13
Ott
2009

Il fumo tedesco? Un po’ più libero

Una delle norme che spesso e volentieri viene citata per testimoniare la bontà dell’azione di governo di Silvio Berlusconi è quella voluta dall’ex Ministro della Salute Girolamo Sirchia: il divieto di fumo in tutti i luoghi pubblici ed aperti al pubblico, come bar, pub, ristoranti e così via. Citando John Stuart Mill, si è tentato addirittura di ricondurre tale legge al paradigma liberale. La mia libertà finisce, dove incomincia quella altrui. Un’ottima frase ad effetto che non significa nulla, perlomeno sinché non si definisce la libertà. Qui si crede che la libertà sia innanzitutto assenza di imposizioni arbitrarie, approvate da una maggioranza contro una minoranza. Ma non solo.
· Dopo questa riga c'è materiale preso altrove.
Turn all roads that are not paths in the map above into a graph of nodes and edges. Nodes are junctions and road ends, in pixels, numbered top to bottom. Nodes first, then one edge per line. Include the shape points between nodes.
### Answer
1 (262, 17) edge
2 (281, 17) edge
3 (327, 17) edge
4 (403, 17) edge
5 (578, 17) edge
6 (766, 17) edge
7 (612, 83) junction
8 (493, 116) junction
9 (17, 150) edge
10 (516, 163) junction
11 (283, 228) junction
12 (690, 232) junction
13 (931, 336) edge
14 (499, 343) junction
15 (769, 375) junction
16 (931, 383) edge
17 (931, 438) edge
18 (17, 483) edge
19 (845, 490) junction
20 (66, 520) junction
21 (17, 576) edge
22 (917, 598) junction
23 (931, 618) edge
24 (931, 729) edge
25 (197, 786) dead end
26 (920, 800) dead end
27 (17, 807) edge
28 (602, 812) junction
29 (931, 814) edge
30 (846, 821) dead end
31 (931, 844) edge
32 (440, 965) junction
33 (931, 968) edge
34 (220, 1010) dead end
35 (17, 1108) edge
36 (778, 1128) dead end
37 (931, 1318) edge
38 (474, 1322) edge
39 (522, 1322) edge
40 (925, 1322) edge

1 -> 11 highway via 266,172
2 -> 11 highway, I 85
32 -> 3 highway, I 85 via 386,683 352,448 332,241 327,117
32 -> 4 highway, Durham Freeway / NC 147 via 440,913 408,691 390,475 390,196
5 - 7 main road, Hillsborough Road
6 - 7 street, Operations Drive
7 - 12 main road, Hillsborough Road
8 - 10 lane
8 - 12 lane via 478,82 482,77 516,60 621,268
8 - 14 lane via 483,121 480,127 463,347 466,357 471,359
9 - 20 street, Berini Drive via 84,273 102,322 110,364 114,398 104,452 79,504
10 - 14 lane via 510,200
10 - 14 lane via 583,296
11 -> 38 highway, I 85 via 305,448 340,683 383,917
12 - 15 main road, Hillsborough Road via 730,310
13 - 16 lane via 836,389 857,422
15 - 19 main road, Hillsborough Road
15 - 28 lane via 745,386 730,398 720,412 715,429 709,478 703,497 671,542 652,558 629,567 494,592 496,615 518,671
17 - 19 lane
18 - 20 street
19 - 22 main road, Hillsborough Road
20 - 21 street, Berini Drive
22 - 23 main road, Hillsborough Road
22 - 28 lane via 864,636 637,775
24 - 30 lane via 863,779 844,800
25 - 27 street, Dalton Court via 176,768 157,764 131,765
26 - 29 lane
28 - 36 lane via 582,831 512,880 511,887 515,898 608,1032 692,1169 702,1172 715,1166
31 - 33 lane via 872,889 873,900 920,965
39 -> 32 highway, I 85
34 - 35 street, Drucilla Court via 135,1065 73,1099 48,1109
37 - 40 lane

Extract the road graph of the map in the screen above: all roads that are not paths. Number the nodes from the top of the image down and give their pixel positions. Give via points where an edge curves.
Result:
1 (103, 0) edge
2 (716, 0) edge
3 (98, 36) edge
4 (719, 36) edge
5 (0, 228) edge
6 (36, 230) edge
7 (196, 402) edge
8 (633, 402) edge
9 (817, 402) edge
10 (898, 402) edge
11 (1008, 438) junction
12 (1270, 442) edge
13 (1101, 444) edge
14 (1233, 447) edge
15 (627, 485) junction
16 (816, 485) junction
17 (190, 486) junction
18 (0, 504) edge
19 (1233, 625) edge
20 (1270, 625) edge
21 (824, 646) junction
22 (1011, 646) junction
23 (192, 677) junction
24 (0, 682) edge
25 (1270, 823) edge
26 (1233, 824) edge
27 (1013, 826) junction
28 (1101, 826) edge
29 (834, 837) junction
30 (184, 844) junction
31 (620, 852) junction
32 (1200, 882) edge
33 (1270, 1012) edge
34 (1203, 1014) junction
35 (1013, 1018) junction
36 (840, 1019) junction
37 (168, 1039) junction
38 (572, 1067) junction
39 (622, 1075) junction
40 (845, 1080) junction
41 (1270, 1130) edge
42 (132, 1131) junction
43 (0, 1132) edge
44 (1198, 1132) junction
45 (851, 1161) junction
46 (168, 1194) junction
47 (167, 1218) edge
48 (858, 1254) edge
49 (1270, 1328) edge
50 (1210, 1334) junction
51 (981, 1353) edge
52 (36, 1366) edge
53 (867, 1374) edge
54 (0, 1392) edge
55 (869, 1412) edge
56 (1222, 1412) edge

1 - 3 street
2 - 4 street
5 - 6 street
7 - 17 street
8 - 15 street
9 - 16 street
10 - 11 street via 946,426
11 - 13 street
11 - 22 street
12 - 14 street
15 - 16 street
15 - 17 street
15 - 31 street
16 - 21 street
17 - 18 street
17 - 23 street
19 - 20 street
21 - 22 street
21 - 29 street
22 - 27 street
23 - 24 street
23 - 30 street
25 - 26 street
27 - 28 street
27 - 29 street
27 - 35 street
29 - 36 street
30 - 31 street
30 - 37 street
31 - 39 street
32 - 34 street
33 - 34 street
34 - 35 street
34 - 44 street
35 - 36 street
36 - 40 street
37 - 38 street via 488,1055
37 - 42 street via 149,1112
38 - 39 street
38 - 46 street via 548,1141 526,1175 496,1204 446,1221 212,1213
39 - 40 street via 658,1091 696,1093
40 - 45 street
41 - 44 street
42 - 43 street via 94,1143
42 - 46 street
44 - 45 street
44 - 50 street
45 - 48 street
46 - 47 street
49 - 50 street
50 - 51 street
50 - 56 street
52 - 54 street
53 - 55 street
Il liberalismo è liberalismo del tu, non dell’io, per citare le parole del bel saggio di Carlo Lottieri pubblicato in un ampio volume sul diritto naturale; ovvero non è da principi astratti (kantiani), bensì è nella cooperazione e nel rapporto con l’alterità che si scopre e si consolida la libertà del singolo.

Qui in Germania lo stigma affibbiato ai tabagisti di essere pericolosi corruttori della morale pubblica, è moneta corrente, ma fino ad un certo punto. Persino la Corte Costituzionale di Karlsruhe, lo scorso anno, ha deciso di difendere parzialmente gli amanti della bionda, decretando l’inammissibilità di alcune norme approvate in due regioni. Un passo coraggioso, giustificato con una parola che si ritrova anche nella Legge Fondamentale del 1949: Berufsfreiheit, libertà di esercitare la professione. In particolare per le Kneipen più piccole, ovvero per i pub con una sola stanza, il ripristino della libertà di fumo- parte integrante dell’ambiente di questi locali- non ha comportato un anarchico disprezzo per le sorti degli altri clienti. Molte Kneipen stanno tentando di trovare soluzioni originali, in grado di attrarre più fette di clientela contemperandone le preferenze. In Bassa Sassonia, ad esempio, alcuni gestori hanno deciso di loro spontanea volontà di restringere l’ingresso ai fumatori solo fino ad una certa ora. Una sera mi è persino capitato di trovare persone, disposte a spegnere la sigaretta o ad allontanarsi. La capacità del mercato, ovvero dei suoi operatori, di escogitare soluzioni variegate ed intelligenti esiste. La mannaia della legge imposta dall’altro è destinata inevitabilmente a frustrarla.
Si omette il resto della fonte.